PROVIDED RECORDS below:

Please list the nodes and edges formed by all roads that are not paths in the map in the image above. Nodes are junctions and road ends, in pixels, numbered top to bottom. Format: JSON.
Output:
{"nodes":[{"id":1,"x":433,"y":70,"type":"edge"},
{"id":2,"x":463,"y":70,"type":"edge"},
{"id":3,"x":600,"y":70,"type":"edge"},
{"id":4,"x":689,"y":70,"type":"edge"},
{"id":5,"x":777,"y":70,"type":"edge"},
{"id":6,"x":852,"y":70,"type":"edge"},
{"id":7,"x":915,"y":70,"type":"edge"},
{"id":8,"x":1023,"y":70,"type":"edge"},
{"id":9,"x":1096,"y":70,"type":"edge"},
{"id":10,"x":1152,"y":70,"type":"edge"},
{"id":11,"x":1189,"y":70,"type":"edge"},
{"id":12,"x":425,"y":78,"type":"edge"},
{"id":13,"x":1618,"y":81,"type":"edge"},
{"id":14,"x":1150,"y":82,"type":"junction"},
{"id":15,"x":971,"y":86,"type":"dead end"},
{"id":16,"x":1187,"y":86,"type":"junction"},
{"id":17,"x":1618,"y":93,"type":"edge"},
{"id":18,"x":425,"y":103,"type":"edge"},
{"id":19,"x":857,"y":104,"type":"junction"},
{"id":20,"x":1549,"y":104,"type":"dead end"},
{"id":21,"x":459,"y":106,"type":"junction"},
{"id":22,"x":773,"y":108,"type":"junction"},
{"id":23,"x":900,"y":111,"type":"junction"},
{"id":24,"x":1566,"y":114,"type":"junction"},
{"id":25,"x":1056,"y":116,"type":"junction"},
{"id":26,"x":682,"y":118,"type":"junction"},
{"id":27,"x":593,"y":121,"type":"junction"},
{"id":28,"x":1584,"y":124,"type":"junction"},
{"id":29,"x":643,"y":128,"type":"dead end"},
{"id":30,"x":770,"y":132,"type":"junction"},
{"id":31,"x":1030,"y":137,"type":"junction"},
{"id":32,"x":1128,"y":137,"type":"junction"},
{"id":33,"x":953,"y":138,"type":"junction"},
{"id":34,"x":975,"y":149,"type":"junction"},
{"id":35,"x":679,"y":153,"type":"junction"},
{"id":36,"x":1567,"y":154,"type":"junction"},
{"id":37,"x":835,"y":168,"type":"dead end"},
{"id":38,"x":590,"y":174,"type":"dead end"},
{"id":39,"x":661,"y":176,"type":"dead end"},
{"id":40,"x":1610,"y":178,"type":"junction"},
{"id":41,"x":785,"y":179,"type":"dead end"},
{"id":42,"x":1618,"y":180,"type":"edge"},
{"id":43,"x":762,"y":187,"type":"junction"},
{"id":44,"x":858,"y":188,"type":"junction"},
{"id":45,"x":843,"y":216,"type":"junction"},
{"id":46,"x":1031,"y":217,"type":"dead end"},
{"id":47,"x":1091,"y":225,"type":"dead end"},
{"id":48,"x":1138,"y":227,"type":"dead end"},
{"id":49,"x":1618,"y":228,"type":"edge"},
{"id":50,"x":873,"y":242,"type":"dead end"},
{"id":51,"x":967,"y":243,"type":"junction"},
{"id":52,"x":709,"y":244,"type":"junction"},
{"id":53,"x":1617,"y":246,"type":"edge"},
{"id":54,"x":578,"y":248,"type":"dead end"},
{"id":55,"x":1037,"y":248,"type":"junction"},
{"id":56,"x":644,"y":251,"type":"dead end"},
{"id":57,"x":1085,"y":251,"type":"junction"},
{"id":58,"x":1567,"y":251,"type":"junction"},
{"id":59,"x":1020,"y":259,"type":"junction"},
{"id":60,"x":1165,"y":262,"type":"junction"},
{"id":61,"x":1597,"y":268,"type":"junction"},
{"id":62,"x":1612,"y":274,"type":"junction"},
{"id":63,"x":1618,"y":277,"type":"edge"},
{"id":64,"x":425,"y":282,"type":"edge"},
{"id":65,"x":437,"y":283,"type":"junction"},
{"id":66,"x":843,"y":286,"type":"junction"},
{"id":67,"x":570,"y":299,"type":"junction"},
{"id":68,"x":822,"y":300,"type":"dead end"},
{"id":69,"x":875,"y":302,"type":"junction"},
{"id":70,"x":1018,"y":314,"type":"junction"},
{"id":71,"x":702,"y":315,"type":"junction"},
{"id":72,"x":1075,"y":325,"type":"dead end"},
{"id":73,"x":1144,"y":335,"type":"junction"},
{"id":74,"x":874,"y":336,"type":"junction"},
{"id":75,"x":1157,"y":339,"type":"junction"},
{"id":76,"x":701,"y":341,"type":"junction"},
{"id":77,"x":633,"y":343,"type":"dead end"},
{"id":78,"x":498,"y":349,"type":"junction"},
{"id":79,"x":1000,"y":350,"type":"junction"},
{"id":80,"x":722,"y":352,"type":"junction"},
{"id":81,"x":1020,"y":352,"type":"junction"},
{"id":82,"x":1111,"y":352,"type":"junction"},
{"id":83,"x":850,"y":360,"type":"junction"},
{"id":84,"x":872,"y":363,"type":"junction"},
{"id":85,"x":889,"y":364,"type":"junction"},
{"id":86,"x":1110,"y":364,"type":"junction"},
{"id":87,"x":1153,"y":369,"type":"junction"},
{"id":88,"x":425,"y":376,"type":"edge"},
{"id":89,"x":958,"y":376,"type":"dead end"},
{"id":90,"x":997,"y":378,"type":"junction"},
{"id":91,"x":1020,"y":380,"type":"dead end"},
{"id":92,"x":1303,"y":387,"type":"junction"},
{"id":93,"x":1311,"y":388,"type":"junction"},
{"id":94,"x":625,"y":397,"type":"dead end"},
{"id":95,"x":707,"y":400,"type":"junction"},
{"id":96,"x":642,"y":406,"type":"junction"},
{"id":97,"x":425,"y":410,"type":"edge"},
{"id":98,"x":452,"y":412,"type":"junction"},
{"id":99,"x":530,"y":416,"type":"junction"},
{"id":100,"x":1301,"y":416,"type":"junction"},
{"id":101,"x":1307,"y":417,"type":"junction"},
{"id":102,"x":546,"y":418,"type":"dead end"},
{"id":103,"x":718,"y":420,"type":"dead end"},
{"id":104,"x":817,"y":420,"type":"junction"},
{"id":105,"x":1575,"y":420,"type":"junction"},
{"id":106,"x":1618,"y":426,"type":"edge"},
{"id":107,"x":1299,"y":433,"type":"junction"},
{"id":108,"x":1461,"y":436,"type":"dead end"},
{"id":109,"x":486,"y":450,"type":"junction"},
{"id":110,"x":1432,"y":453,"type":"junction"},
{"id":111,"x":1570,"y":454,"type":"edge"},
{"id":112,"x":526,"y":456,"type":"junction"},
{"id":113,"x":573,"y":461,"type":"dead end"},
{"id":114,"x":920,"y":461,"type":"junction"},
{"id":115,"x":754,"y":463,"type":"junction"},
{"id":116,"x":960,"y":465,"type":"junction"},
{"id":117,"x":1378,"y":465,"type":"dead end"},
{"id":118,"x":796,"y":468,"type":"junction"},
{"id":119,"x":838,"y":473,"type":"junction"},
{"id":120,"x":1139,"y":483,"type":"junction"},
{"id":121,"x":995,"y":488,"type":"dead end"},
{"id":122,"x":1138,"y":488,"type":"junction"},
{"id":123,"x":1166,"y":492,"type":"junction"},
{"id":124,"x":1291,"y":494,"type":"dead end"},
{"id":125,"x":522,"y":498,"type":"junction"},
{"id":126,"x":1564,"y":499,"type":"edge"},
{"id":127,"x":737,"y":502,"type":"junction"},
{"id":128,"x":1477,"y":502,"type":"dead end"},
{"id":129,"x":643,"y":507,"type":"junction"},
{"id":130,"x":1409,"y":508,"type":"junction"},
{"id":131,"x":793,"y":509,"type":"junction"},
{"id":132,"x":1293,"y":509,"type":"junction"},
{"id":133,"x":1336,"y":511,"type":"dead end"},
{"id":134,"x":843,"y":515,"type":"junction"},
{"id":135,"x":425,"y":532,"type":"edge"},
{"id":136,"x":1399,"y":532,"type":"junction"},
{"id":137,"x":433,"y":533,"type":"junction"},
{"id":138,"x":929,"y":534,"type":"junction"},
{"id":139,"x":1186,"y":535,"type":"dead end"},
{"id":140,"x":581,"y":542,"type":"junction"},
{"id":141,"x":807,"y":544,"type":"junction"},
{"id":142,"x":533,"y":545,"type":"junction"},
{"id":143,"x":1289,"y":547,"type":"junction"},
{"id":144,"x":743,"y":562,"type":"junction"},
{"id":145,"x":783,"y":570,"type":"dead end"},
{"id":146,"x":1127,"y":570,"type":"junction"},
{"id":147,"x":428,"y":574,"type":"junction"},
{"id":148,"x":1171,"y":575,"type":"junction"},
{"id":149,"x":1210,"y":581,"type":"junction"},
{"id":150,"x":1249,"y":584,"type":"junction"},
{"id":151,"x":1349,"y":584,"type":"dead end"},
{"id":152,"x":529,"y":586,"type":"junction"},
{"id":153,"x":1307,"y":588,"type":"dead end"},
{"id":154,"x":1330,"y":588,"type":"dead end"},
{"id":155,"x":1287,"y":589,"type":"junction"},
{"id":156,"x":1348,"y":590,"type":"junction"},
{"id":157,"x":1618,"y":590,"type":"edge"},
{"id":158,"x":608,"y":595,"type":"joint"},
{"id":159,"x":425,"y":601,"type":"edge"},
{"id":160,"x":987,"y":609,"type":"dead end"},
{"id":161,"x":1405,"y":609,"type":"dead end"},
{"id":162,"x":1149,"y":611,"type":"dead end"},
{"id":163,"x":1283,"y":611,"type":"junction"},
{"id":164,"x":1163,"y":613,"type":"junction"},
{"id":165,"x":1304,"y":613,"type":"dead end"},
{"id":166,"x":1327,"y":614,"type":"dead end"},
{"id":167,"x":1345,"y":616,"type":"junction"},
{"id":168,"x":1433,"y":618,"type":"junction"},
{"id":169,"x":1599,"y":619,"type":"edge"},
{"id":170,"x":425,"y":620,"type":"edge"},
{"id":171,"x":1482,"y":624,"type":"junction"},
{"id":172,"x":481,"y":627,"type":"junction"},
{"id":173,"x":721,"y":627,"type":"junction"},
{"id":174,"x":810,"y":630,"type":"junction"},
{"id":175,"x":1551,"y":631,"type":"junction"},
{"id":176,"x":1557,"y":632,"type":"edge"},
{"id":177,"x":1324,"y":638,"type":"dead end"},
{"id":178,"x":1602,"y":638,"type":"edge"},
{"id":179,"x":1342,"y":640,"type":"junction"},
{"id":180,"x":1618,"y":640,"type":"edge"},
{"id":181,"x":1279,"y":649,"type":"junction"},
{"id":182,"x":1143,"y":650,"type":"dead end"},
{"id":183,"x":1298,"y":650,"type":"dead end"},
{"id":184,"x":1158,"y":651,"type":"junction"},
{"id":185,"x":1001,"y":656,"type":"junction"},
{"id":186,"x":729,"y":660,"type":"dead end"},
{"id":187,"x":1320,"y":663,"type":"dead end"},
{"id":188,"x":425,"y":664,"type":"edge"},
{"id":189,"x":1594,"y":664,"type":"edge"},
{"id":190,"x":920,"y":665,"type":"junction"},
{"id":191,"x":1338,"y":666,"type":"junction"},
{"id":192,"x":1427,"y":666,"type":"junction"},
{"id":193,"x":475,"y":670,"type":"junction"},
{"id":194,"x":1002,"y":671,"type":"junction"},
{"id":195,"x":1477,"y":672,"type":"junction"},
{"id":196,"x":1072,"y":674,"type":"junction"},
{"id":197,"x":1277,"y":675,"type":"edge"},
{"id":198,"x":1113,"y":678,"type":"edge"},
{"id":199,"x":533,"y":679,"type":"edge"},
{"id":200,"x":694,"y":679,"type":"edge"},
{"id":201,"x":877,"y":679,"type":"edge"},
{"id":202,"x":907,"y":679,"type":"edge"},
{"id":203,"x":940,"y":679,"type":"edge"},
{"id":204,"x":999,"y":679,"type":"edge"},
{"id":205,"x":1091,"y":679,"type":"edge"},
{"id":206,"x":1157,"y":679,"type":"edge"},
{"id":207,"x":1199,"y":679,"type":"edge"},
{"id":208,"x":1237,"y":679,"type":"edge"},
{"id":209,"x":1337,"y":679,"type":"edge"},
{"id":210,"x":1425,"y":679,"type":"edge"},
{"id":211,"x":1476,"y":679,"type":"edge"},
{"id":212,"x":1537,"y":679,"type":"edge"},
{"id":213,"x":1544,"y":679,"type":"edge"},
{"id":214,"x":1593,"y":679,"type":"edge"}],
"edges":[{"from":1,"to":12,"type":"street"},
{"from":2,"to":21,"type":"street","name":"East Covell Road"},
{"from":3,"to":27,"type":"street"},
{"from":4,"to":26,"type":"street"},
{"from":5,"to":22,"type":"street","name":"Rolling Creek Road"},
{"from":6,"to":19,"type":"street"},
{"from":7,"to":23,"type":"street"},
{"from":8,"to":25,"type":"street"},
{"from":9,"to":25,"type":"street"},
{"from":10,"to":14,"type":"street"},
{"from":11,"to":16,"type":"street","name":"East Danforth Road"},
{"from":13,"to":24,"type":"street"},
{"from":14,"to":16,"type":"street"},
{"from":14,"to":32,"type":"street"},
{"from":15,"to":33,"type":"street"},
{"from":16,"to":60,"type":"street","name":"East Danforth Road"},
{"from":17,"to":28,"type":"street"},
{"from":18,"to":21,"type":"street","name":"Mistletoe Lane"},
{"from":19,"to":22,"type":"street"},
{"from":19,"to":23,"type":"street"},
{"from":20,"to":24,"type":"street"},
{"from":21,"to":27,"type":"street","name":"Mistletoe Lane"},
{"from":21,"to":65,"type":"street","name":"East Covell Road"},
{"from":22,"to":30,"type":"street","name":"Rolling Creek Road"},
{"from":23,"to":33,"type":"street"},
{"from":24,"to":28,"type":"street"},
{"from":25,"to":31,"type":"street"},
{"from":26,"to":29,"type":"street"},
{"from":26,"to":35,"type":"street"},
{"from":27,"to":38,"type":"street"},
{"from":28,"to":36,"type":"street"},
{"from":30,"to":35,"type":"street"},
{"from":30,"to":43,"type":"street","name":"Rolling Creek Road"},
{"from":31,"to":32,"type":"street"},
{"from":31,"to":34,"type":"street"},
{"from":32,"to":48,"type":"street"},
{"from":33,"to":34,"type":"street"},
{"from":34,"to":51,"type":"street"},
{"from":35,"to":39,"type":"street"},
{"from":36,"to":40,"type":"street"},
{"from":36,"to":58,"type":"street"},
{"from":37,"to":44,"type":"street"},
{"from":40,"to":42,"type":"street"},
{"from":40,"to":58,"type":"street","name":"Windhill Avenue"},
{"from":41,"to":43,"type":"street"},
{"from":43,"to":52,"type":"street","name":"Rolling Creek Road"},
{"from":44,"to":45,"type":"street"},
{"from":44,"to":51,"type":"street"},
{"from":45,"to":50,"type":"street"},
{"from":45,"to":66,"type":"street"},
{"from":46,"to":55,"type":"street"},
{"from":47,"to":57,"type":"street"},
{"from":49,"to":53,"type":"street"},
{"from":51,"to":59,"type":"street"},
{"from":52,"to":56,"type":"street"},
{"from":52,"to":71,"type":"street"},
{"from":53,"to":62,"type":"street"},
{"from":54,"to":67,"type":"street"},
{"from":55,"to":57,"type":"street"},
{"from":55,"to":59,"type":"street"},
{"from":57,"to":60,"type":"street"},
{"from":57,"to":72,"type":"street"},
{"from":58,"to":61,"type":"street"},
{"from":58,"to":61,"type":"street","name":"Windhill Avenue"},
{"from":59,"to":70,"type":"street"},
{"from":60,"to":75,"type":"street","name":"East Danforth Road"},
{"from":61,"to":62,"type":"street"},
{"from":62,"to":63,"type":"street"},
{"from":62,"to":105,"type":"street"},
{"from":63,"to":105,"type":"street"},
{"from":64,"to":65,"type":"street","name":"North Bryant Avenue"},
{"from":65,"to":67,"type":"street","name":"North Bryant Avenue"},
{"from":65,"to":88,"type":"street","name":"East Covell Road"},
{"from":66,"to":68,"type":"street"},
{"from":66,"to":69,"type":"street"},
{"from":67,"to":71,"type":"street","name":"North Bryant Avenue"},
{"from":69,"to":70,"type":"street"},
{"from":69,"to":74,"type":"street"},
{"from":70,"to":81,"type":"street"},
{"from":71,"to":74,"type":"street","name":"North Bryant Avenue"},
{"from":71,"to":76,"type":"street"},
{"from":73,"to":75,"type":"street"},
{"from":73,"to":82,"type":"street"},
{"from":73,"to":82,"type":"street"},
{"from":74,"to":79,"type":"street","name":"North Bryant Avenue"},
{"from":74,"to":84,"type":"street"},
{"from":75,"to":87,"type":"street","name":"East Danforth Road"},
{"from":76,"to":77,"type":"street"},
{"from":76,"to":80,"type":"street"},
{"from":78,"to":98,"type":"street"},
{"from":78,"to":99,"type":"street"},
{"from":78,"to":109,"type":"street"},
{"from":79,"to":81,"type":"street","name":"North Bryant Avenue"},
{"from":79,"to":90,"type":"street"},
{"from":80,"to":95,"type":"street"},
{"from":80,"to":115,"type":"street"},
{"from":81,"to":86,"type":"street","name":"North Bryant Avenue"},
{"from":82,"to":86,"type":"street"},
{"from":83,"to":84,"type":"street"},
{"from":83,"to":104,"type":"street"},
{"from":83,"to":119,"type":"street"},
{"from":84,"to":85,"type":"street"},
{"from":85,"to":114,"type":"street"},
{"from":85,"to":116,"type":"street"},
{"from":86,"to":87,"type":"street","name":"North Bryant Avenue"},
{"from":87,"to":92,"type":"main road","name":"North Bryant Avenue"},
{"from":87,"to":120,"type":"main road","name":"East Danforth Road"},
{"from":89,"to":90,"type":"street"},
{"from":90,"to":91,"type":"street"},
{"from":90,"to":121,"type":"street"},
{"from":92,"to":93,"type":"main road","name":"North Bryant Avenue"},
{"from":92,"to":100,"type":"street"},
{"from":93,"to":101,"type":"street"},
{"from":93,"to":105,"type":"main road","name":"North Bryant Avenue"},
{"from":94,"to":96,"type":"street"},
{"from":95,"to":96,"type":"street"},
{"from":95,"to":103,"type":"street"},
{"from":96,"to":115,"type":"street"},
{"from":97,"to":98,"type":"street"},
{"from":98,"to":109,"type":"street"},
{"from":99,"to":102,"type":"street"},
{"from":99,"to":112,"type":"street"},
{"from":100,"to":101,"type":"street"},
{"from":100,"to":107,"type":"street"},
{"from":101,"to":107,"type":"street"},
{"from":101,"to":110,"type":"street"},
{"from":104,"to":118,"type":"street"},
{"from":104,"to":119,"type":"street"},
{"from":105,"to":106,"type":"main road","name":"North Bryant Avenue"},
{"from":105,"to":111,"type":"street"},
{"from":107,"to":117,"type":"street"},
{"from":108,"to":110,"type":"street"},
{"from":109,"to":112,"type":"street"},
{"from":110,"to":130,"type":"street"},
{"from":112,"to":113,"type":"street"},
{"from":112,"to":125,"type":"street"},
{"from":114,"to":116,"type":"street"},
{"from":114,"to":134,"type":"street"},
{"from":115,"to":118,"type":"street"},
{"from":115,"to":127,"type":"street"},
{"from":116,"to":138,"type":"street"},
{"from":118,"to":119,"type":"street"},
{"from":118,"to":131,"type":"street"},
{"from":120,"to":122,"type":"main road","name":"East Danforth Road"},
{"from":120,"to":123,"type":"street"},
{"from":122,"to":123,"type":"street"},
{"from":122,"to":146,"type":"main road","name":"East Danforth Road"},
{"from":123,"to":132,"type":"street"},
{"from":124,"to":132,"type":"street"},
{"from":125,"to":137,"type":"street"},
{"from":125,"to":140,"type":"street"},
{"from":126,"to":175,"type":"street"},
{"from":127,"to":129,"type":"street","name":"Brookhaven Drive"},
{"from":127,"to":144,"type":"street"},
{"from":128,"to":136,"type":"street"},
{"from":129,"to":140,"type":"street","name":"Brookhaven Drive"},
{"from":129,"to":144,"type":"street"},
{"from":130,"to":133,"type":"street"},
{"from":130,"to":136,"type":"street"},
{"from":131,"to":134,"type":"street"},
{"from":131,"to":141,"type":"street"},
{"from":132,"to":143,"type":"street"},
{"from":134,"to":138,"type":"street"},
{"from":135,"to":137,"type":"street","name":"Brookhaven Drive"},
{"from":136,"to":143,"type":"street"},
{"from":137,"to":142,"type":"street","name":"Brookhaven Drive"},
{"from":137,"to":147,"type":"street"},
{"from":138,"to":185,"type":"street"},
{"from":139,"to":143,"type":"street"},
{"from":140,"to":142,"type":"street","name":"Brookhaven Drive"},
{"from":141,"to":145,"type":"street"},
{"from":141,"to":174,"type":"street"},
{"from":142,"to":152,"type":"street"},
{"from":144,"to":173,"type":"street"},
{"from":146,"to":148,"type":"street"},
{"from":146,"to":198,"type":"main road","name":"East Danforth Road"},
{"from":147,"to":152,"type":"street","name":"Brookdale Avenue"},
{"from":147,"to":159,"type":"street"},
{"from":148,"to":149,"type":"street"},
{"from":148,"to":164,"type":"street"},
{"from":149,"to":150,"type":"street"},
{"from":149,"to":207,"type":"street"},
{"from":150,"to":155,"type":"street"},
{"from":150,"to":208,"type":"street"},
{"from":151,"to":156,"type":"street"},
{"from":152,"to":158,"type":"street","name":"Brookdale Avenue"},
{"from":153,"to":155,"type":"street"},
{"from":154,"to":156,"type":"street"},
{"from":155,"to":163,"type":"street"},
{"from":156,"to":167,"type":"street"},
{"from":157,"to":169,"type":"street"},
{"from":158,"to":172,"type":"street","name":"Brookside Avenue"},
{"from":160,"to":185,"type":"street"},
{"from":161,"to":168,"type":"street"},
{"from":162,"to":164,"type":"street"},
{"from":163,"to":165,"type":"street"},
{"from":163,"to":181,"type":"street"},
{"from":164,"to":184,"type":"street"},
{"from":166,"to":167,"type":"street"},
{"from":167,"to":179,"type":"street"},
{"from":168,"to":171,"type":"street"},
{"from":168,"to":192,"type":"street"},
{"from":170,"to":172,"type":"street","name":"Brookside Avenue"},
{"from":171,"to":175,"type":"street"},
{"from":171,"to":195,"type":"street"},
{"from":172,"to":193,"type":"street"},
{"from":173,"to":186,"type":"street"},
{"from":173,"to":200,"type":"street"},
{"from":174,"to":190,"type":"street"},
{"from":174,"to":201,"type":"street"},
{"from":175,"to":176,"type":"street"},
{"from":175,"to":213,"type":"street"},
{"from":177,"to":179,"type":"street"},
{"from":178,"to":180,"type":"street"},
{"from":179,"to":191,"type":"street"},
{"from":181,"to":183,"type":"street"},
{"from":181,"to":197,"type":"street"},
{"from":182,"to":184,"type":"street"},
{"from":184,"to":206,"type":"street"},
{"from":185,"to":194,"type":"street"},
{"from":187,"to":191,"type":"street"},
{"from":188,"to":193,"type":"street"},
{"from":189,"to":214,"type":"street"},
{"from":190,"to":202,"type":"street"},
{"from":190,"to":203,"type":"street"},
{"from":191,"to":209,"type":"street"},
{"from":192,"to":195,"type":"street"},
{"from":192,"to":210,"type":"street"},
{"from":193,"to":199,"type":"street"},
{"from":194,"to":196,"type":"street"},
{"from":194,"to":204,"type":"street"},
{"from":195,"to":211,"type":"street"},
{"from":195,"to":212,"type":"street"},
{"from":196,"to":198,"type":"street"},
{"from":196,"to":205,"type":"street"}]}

End of PROVIDED RECORDS.

PROBLEM REQUIREMENTS =>
What lines in the records above include the string "Creek"? Copy each one.

WRITTEN ANSWER =>
{"from":5,"to":22,"type":"street","name":"Rolling Creek Road"},
{"from":22,"to":30,"type":"street","name":"Rolling Creek Road"},
{"from":30,"to":43,"type":"street","name":"Rolling Creek Road"},
{"from":43,"to":52,"type":"street","name":"Rolling Creek Road"},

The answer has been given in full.